▶ [EXERCISE]
Reproduce the entries exactly as they appear below.

▶ [TASK MATERIAL]
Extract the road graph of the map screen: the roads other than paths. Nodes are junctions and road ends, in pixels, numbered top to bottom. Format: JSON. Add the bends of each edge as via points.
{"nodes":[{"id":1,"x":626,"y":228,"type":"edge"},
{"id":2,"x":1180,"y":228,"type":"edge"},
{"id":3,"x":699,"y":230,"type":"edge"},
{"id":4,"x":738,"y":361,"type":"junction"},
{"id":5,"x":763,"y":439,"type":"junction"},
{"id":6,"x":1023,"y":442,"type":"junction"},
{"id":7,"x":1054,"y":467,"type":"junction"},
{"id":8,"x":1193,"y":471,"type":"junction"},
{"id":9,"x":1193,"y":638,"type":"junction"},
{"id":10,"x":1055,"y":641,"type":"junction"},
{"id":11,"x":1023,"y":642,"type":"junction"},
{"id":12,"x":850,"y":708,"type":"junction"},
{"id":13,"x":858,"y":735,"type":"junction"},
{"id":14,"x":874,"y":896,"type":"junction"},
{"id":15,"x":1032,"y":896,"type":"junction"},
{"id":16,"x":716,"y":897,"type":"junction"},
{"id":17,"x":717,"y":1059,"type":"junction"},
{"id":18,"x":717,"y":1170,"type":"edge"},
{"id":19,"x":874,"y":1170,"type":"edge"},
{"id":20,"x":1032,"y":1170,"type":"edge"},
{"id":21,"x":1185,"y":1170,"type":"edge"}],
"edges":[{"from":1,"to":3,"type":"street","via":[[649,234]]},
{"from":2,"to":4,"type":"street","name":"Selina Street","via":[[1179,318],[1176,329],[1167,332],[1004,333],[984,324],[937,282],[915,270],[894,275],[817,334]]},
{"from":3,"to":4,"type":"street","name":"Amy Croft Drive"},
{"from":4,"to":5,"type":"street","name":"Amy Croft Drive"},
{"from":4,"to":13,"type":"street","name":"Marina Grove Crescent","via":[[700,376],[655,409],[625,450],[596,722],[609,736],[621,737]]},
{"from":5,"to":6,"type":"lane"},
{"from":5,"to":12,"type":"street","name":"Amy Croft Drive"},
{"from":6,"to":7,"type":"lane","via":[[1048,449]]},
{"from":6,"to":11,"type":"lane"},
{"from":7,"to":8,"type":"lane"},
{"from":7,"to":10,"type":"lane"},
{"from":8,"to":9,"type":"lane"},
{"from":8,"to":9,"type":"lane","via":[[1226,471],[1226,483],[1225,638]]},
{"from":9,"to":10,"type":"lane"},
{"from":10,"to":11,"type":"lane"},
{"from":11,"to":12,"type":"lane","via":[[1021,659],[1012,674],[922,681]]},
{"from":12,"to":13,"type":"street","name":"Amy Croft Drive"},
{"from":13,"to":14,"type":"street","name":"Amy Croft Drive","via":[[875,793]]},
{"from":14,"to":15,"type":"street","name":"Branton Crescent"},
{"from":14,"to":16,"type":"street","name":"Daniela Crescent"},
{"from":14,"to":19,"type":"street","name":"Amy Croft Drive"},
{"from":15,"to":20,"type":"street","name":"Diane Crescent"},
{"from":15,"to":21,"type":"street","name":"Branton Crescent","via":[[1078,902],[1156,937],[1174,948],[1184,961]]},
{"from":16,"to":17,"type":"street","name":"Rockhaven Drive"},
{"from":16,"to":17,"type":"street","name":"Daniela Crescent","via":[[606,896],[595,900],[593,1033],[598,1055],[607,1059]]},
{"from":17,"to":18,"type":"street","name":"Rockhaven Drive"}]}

▶ [EXERCISE RESPONSE]
Extract the road graph of the map screen: the roads other than paths. Nodes are junctions and road ends, in pixels, numbered top to bottom. Format: JSON. Add the bends of each edge as via points.
{"nodes":[{"id":1,"x":626,"y":228,"type":"edge"},
{"id":2,"x":1180,"y":228,"type":"edge"},
{"id":3,"x":699,"y":230,"type":"edge"},
{"id":4,"x":738,"y":361,"type":"junction"},
{"id":5,"x":763,"y":439,"type":"junction"},
{"id":6,"x":1023,"y":442,"type":"junction"},
{"id":7,"x":1054,"y":467,"type":"junction"},
{"id":8,"x":1193,"y":471,"type":"junction"},
{"id":9,"x":1193,"y":638,"type":"junction"},
{"id":10,"x":1055,"y":641,"type":"junction"},
{"id":11,"x":1023,"y":642,"type":"junction"},
{"id":12,"x":850,"y":708,"type":"junction"},
{"id":13,"x":858,"y":735,"type":"junction"},
{"id":14,"x":874,"y":896,"type":"junction"},
{"id":15,"x":1032,"y":896,"type":"junction"},
{"id":16,"x":716,"y":897,"type":"junction"},
{"id":17,"x":717,"y":1059,"type":"junction"},
{"id":18,"x":717,"y":1170,"type":"edge"},
{"id":19,"x":874,"y":1170,"type":"edge"},
{"id":20,"x":1032,"y":1170,"type":"edge"},
{"id":21,"x":1185,"y":1170,"type":"edge"}],
"edges":[{"from":1,"to":3,"type":"street","via":[[649,234]]},
{"from":2,"to":4,"type":"street","name":"Selina Street","via":[[1179,318],[1176,329],[1167,332],[1004,333],[984,324],[937,282],[915,270],[894,275],[817,334]]},
{"from":3,"to":4,"type":"street","name":"Amy Croft Drive"},
{"from":4,"to":5,"type":"street","name":"Amy Croft Drive"},
{"from":4,"to":13,"type":"street","name":"Marina Grove Crescent","via":[[700,376],[655,409],[625,450],[596,722],[609,736],[621,737]]},
{"from":5,"to":6,"type":"lane"},
{"from":5,"to":12,"type":"street","name":"Amy Croft Drive"},
{"from":6,"to":7,"type":"lane","via":[[1048,449]]},
{"from":6,"to":11,"type":"lane"},
{"from":7,"to":8,"type":"lane"},
{"from":7,"to":10,"type":"lane"},
{"from":8,"to":9,"type":"lane"},
{"from":8,"to":9,"type":"lane","via":[[1226,471],[1226,483],[1225,638]]},
{"from":9,"to":10,"type":"lane"},
{"from":10,"to":11,"type":"lane"},
{"from":11,"to":12,"type":"lane","via":[[1021,659],[1012,674],[922,681]]},
{"from":12,"to":13,"type":"street","name":"Amy Croft Drive"},
{"from":13,"to":14,"type":"street","name":"Amy Croft Drive","via":[[875,793]]},
{"from":14,"to":15,"type":"street","name":"Branton Crescent"},
{"from":14,"to":16,"type":"street","name":"Daniela Crescent"},
{"from":14,"to":19,"type":"street","name":"Amy Croft Drive"},
{"from":15,"to":20,"type":"street","name":"Diane Crescent"},
{"from":15,"to":21,"type":"street","name":"Branton Crescent","via":[[1078,902],[1156,937],[1174,948],[1184,961]]},
{"from":16,"to":17,"type":"street","name":"Rockhaven Drive"},
{"from":16,"to":17,"type":"street","name":"Daniela Crescent","via":[[606,896],[595,900],[593,1033],[598,1055],[607,1059]]},
{"from":17,"to":18,"type":"street","name":"Rockhaven Drive"}]}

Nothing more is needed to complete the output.